◆ TASK OBJECTIVE
The records that follow must be reproduced in full, with every picture excluded.

══════════

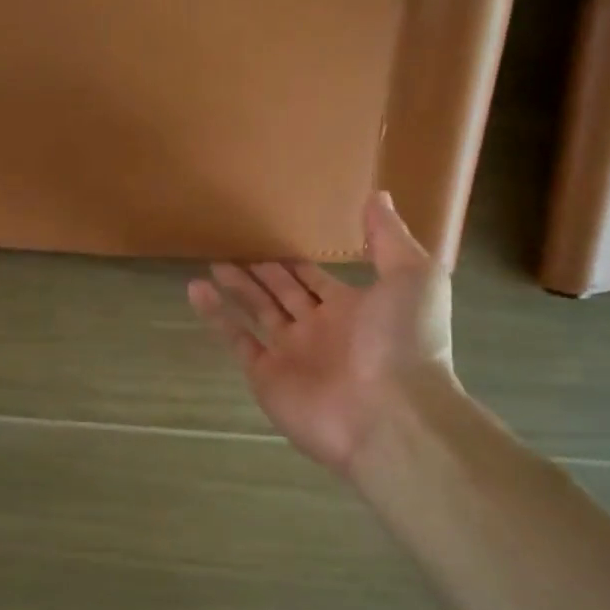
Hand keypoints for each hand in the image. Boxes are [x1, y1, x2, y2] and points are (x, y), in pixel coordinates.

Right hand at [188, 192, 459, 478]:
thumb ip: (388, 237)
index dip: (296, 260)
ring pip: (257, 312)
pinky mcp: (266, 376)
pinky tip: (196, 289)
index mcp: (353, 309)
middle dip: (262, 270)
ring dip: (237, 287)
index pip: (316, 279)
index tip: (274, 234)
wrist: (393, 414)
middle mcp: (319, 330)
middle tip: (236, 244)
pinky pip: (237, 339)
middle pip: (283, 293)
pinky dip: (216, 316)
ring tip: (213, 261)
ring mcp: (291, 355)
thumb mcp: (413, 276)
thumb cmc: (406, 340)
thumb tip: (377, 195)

══════════

◆ TASK ANSWER
Hand keypoints for each hand in the image. Boxes are [x1, y1, x2, y2] and points are (x, y), in pixel coordinates.

Right hand at [188, 192, 459, 478]:
thumb ip: (388, 237)
index dip: (296, 260)
ring pip: (257, 312)
pinky mcp: (266, 376)
pinky tip: (196, 289)
index mcp: (353, 309)
middle dip: (262, 270)
ring dip: (237, 287)
index pip: (316, 279)
index tip: (274, 234)
wrist: (393, 414)
middle mcp: (319, 330)
middle tip: (236, 244)
pinky pip: (237, 339)
middle pip: (283, 293)
pinky dip: (216, 316)
ring tip: (213, 261)
ring mcp: (291, 355)
thumb mcp: (413, 276)
thumb cmc: (406, 340)
thumb tip: (377, 195)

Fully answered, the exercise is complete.